Compared with the United States, Europe has had far smaller productivity gains from ICT. Although the contribution of ICT varies between European countries—only two Scandinavian nations (Denmark and Sweden) have gained more from ICT than the United States—other EU nations have been able to reap fewer benefits. This variation between countries, along with variation at the industry and firm levels, makes clear, however, that those countries, industries, and firms that do invest in and use more ICT reap significant benefits.

The primary proximate cause for Europe’s limited gains is simply lower levels of capital investment in ICT. Since the 1990s, European countries have significantly lagged behind the United States in levels of ICT investment, both as percent of total fixed capital investment and as percent of GDP. And this is true not just of the ICT-producing sector itself. ICT-using sectors, primarily the service sector, have invested less in ICT than their counterparts in the United States. Productivity in European private-sector services grew less than half as fast as it did in the United States between 2006 and 2016, because the positive effects of ICT production didn’t spill over into use.

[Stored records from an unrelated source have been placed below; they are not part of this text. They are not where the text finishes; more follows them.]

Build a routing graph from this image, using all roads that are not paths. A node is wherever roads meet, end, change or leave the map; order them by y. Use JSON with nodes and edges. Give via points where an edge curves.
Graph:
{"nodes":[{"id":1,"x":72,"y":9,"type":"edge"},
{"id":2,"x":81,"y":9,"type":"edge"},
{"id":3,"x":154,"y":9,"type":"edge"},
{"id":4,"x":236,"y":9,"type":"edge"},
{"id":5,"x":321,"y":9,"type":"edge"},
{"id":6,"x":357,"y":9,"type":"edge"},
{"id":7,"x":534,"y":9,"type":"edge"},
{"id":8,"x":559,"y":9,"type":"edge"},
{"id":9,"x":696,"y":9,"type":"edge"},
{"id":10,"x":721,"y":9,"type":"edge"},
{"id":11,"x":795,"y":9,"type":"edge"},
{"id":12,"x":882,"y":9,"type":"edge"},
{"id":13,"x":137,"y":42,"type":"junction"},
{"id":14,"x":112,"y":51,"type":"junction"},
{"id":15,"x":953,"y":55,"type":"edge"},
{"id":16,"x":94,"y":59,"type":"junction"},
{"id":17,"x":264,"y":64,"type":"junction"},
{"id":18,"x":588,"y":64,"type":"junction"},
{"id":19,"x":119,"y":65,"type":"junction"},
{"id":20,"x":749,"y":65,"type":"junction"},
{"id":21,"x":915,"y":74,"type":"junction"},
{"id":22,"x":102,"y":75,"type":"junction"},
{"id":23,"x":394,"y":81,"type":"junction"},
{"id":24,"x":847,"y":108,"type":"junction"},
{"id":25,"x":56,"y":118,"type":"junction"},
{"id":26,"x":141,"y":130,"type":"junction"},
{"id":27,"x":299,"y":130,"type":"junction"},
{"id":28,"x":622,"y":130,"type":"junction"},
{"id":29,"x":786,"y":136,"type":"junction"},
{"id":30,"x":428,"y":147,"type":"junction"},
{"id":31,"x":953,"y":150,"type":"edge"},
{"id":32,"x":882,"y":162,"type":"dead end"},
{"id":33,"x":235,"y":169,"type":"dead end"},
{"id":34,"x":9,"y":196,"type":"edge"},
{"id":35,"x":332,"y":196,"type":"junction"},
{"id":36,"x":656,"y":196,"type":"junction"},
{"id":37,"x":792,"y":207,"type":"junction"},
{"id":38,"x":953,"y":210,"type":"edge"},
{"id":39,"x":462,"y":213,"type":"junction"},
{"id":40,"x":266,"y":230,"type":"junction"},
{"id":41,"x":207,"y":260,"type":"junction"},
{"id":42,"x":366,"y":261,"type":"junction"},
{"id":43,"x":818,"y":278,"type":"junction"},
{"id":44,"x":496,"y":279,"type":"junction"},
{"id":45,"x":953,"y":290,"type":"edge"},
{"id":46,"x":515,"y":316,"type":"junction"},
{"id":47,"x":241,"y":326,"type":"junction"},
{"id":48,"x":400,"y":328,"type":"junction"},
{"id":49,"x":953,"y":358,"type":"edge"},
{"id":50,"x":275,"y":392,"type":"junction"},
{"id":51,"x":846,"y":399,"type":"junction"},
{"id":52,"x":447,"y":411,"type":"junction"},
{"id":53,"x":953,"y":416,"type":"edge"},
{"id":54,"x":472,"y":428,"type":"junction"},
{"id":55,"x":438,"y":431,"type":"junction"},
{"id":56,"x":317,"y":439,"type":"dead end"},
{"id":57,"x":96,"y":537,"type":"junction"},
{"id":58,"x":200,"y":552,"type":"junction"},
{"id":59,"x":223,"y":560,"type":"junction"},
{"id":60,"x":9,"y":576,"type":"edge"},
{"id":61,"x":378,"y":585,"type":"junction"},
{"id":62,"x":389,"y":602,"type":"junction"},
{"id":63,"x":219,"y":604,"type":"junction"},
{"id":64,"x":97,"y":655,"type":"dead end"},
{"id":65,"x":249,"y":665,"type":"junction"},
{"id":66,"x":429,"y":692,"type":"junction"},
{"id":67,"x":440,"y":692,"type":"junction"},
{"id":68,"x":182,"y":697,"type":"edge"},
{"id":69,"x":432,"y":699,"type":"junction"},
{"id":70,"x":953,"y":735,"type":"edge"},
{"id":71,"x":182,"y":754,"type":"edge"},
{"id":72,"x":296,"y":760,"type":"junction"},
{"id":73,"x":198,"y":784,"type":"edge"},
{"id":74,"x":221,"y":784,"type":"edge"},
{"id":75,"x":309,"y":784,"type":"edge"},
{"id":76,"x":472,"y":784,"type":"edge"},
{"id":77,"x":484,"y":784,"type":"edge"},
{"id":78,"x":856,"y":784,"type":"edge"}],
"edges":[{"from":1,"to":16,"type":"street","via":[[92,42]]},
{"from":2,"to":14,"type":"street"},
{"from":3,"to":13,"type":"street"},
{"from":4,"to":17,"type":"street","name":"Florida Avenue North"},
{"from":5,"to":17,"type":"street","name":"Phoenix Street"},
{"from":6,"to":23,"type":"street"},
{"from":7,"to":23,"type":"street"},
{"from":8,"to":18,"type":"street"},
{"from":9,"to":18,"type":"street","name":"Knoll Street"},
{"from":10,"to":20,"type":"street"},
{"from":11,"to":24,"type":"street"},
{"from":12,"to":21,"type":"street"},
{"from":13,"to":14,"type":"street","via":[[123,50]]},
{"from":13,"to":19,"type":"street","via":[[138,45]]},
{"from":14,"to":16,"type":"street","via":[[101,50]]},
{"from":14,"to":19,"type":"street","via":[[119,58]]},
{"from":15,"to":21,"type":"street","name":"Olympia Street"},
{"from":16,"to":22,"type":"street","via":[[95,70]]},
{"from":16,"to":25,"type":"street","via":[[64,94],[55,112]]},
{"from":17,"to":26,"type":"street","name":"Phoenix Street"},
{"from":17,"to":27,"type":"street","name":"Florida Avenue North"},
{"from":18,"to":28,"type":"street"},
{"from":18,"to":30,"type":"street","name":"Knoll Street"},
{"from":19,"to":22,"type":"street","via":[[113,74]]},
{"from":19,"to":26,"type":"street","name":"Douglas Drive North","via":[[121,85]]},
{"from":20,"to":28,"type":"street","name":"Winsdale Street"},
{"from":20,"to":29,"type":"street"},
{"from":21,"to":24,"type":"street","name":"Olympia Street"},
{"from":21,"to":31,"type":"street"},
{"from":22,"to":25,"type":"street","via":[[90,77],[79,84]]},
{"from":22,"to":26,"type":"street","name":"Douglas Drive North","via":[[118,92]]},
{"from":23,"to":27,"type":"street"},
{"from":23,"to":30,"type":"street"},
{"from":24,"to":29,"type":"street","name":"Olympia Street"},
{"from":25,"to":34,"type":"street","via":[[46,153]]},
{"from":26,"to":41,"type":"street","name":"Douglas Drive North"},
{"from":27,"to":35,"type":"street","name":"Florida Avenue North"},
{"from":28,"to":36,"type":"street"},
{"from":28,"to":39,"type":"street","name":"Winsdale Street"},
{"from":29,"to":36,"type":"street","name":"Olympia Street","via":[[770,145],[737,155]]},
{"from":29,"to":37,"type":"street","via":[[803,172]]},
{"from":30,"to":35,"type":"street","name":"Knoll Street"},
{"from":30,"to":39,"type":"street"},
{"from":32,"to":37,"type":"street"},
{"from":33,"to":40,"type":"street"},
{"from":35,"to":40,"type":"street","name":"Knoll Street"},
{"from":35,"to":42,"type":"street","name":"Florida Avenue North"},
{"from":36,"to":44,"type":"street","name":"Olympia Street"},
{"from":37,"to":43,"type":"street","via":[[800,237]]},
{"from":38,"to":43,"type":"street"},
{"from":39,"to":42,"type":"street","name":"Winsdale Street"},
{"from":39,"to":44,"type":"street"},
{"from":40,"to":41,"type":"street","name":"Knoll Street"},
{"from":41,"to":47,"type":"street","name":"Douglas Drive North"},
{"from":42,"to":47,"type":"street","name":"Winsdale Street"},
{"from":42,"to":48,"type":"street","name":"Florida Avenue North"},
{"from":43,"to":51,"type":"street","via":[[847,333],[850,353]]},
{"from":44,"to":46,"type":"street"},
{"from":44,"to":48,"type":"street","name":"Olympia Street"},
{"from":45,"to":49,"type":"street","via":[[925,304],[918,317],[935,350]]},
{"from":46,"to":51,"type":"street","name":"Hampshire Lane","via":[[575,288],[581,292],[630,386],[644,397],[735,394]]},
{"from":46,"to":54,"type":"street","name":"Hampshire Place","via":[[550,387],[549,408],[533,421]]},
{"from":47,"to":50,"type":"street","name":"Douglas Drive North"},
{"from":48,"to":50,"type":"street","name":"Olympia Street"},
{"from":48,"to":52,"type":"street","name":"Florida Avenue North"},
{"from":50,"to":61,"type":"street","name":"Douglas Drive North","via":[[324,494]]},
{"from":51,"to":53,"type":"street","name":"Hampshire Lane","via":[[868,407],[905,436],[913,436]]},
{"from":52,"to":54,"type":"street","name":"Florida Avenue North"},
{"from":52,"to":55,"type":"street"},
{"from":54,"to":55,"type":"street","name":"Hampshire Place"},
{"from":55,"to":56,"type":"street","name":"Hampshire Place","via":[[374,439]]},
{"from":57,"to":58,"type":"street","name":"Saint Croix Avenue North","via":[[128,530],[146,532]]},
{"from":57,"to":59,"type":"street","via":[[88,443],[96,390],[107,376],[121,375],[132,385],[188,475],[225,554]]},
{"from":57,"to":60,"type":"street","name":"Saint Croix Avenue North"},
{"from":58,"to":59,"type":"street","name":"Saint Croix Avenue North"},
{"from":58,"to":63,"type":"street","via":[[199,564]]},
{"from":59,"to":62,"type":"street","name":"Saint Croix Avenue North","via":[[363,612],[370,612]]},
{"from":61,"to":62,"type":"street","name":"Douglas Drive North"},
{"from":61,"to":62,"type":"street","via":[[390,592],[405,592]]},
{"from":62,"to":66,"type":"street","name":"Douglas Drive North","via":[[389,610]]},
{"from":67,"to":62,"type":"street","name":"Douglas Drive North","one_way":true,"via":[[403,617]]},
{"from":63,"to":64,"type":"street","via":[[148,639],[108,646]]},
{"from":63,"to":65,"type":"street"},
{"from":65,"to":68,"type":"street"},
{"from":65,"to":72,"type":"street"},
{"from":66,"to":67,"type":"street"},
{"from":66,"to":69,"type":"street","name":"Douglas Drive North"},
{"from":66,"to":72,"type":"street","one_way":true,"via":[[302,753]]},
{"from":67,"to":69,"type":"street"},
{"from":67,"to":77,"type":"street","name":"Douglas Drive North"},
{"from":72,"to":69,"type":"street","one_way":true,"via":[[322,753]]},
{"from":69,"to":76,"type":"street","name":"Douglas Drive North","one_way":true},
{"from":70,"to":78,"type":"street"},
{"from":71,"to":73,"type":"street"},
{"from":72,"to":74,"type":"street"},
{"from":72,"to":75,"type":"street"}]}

This report examines EU and U.S. productivity trends; discusses why higher productivity is critical for the future of Europe; examines both the relationship between ICT and productivity in the United States and Europe, and major causes of EU lag; and lays out in further detail the eight key policy principles for attaining EU digital prosperity:

  • Focus on raising productivity;
  • Focus on across-the-board productivity growth, particularly through greater use of ICT;
  • Actively encourage digital innovation and transformation of all economic sectors;
  • Use tax policy to spur ICT investment;
  • Create larger markets for EU firms, especially in the services sector;
  • Reduce regulatory and tax preferences for small businesses;
  • Embrace a light-touch regulatory framework, including with regards to data; and
  • Help workers make transitions.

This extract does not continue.